Such a deeply, deeply strange programme (sadly I don't appear to have the final couple of parts at the moment but I will leave NO STONE UNTURNED to find them).
There's an odd dynamic between poor old Steve and the rest of the squad. Ince (knob) and Giggs seem to be the banter boys and he's clearly not in on the joke. Nobody goes near Cantona. Denis Irwin oddly has no time at all for him :icon_lol:
I assume this was a VHS (MUTV didn't exist then) but a load of it seems to be made up of match highlights that have nothing to do with Steve Bruce? And there'd have been a season review for anyone who wanted that?
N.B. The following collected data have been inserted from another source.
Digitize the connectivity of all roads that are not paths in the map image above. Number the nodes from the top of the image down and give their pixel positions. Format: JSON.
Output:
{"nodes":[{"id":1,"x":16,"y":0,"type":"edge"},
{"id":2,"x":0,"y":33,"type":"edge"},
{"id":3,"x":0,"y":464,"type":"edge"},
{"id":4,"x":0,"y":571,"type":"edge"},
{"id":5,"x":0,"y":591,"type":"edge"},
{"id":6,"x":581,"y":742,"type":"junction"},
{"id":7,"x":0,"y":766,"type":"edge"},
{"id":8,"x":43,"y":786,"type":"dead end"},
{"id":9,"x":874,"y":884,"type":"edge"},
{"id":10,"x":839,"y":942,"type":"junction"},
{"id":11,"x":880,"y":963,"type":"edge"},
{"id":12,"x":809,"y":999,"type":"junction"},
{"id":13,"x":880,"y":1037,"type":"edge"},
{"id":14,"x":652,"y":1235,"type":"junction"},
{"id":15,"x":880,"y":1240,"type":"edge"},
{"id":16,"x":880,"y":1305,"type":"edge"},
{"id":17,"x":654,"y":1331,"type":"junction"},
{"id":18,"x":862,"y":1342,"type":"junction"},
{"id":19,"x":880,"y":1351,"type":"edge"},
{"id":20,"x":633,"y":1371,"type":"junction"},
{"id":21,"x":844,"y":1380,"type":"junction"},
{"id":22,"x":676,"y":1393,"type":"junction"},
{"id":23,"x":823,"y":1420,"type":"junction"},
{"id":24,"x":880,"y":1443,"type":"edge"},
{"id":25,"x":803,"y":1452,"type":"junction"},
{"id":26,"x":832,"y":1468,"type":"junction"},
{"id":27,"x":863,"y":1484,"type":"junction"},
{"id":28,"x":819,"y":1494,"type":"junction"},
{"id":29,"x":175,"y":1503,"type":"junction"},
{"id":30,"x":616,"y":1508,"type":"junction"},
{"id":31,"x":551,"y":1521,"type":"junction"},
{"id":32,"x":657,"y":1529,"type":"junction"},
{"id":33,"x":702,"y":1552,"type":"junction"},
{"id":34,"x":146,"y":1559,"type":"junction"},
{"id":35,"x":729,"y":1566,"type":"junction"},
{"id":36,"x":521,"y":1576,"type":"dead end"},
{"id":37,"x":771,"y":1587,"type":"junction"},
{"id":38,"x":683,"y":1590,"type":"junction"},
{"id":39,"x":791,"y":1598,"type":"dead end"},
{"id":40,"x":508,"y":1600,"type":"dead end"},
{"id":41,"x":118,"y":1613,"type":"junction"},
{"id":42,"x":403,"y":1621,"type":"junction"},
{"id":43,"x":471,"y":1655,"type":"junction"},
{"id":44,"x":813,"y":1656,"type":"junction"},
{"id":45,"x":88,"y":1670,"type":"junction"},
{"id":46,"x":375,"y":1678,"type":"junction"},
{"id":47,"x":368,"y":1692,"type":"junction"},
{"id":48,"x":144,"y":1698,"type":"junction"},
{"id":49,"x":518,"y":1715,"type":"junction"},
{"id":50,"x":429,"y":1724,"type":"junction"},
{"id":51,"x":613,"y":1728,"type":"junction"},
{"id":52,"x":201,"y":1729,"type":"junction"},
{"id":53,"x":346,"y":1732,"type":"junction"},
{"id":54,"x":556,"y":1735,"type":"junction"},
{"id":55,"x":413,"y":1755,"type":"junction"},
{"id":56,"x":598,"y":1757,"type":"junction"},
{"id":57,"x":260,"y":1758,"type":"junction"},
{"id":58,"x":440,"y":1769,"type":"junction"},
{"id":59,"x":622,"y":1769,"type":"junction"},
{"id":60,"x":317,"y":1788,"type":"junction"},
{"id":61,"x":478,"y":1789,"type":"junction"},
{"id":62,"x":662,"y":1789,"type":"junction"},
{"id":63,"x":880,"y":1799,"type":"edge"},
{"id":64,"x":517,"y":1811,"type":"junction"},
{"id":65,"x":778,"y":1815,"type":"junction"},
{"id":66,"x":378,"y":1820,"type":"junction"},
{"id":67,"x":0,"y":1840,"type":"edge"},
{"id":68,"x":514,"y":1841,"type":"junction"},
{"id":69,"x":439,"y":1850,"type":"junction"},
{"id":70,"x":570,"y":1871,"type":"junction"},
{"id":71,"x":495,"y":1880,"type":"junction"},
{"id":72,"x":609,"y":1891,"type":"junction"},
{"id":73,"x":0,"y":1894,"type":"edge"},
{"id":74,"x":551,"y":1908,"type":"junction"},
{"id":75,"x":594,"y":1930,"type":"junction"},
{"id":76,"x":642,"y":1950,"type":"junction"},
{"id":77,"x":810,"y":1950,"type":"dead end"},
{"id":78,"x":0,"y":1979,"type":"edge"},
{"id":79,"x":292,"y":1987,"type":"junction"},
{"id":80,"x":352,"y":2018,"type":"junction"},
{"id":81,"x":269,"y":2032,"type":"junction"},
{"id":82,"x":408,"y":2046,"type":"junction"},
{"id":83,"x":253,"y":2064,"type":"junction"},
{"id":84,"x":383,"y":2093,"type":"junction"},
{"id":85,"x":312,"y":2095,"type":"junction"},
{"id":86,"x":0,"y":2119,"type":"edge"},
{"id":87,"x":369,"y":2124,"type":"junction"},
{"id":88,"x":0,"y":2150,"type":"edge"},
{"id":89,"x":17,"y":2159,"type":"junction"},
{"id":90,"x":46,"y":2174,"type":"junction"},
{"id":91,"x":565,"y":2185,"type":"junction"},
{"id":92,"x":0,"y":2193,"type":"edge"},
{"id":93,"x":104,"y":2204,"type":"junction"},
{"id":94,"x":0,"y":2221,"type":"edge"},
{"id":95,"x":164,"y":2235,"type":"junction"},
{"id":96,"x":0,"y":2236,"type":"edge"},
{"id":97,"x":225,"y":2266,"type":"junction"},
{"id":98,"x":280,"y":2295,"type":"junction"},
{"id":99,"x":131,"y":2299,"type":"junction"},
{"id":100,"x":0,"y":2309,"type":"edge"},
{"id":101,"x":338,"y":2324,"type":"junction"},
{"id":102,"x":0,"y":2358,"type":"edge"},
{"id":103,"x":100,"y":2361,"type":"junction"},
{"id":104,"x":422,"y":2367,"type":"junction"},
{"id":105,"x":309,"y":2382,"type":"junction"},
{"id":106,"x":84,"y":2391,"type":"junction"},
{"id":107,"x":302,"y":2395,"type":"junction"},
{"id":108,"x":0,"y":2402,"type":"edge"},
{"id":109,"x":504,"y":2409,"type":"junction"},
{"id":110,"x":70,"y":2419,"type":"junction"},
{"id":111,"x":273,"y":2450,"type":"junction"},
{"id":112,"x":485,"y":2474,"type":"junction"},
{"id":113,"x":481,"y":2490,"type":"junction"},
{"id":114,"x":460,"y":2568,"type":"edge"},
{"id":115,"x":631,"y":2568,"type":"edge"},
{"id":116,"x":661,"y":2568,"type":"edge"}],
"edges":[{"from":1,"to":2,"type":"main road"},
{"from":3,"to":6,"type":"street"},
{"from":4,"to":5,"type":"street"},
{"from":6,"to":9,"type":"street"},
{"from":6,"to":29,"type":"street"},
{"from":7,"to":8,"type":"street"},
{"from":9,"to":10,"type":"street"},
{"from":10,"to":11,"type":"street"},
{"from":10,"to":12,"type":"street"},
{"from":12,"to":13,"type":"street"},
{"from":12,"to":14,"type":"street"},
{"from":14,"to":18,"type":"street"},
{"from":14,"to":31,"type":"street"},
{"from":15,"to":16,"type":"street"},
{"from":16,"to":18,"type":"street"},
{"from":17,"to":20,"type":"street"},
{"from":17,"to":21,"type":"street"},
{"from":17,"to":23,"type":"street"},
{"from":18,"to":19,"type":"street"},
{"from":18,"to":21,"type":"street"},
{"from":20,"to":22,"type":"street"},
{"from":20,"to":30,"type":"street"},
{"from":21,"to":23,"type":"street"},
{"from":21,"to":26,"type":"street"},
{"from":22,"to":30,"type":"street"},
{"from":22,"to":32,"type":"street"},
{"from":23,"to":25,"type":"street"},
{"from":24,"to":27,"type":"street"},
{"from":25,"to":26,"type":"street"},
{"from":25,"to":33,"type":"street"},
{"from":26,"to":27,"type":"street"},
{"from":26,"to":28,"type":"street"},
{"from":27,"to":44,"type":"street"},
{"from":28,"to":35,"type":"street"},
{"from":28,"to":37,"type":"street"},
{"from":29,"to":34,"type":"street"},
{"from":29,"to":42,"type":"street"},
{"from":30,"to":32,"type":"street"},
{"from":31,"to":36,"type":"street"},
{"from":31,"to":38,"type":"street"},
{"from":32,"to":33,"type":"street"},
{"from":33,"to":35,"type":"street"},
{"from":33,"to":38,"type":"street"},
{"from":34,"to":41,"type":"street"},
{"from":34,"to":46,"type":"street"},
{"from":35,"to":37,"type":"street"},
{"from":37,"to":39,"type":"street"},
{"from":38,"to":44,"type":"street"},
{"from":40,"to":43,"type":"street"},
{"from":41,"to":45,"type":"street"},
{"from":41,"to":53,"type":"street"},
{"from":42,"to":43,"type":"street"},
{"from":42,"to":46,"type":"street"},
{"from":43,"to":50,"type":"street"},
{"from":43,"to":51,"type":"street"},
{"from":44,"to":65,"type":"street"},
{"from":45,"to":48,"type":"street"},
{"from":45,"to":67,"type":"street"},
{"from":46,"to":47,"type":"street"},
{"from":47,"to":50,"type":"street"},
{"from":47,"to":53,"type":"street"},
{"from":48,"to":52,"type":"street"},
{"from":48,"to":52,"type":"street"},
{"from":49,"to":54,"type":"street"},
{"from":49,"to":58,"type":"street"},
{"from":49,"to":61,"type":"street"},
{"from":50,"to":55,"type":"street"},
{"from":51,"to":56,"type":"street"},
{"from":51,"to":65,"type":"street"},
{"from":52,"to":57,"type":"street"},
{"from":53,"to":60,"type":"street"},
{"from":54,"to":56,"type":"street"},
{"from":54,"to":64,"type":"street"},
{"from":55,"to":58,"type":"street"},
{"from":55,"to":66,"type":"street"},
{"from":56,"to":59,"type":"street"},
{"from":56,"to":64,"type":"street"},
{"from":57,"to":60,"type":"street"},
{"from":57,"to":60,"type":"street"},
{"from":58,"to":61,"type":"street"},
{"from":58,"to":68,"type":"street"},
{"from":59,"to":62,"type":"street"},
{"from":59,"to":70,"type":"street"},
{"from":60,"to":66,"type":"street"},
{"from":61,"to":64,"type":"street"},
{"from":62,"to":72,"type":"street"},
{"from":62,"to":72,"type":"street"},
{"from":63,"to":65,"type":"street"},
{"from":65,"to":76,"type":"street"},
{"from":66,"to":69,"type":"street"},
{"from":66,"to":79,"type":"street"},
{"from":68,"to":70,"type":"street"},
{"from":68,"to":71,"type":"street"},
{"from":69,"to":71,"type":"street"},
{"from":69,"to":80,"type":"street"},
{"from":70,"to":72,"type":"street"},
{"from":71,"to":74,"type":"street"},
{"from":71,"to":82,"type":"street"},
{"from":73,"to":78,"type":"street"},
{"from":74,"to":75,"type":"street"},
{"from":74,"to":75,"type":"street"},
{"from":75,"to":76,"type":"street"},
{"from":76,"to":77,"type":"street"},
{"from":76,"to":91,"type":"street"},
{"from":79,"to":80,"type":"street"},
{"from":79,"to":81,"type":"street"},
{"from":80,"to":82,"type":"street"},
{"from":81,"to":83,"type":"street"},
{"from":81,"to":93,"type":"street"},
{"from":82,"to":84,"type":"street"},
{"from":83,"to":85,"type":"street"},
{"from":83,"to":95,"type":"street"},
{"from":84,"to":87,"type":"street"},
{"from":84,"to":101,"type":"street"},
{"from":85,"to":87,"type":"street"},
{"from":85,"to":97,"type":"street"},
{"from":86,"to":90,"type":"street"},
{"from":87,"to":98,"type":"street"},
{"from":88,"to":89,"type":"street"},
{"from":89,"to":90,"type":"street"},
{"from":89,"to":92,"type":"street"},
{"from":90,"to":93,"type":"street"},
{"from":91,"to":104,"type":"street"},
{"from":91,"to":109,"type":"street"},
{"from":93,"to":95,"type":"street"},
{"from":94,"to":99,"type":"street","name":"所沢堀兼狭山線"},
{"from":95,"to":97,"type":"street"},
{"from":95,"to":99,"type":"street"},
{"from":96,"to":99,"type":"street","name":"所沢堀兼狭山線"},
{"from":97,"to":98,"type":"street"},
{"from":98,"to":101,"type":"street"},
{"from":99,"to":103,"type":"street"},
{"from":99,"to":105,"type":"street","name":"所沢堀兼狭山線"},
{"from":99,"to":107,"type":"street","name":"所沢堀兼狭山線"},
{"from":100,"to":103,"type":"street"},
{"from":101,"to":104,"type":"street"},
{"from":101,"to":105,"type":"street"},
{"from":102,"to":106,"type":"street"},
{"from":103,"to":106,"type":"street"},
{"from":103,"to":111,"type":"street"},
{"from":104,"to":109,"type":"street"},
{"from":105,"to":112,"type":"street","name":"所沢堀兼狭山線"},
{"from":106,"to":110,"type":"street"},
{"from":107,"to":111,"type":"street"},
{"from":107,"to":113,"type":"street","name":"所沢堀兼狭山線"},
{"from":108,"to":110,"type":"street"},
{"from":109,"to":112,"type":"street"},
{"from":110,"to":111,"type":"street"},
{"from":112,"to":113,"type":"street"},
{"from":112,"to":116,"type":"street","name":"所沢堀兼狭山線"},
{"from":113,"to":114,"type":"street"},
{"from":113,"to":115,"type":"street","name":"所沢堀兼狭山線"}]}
The highlights that do include him are his two goals vs Sheff Wed and we see him the morning after. There's a throw forward to one of the bits in the book trilogy as he appears to only be reading tabloids, not the "quality papers". Strangely a couple of the reports seem to be cut out on their own but who am I to judge what Steve Bruce does with his newspaper on a Sunday morning. Perhaps they're for his own personal scrapbook, which is quite sweet.
There's an odd bit with Lee Sharpe where he wastes some mattress salesman's time? And then plays drums in his house and talks about pensions. None of that makes any sense.
Steve seems oddly proud of his "camera technique" at one stage, bless him. He does also run a "soccer clinic" (no idea where his use of "soccer" came from but it pre-dates the books) so there was a commitment to youth football there which never actually happened in his managerial career.
The Schmeichel "Nazi" bit is unreal. It's some nonsensical conversation that you pick up halfway through (this is a common theme, nothing has a natural start or end, it's just there) so it makes no sense in the first place, then they see him do it, warn him it's on camera and leave it in the final edit. Who exactly is in charge here?!
I mean I get this was the early 90s and this kind of in-house club thing was fairly new, but the production values are literally zero :icon_lol: There are tons of awkward silences and conversations that go absolutely nowhere. Even allowing for it being ripped from the original, the audio quality is atrocious. Sections pop up and disappear out of nowhere, without warning. Steve isn't the greatest of narrators or interviewers, at one point he follows Giggs around and says nothing at all - well either that or he's not there at all, which kind of puts a mockery on his "this is MY insight into what it takes to win a title" statement at the very start (which he delivers from a piece of 90s garden furniture that looks like stuff we had, and my Dad wasn't a Premier League footballer). Interestingly at one point Giggsy is waiting at Victoria coach station for his brother Rhodri. Nice family video there for Christmas. Ryan is very proud of his Brand New Heavies and Kenny Thomas CDs, so he's not all bad.
I'd say old Stefa is actually better at writing murder mystery novels (without any mystery) than he is at this. I wouldn't recommend watching it. The titles genuinely are the best thing about it, just to see that Sharp blatantly dumped some shitty old stock on him rather than trusting him with anything new, that camera was huge even for 1993. For a lot of it - imagine wandering round a pub where you don't really know anyone, and sort of half catching conversations midway through, and then being whisked away at random while they're still going on and being moved on to another group where the same thing happens. That would be quite a strange experience. This is a strange experience.
3/10, one of those marks being for Steve's magnificently bushy mullet, I'd forgotten he was still rocking that so late.
This is what I do with my Friday nights now. I write 700 words about in-house Manchester United videos from 25+ years ago because I find Steve Bruce comical. They told me it would be better if I settled down.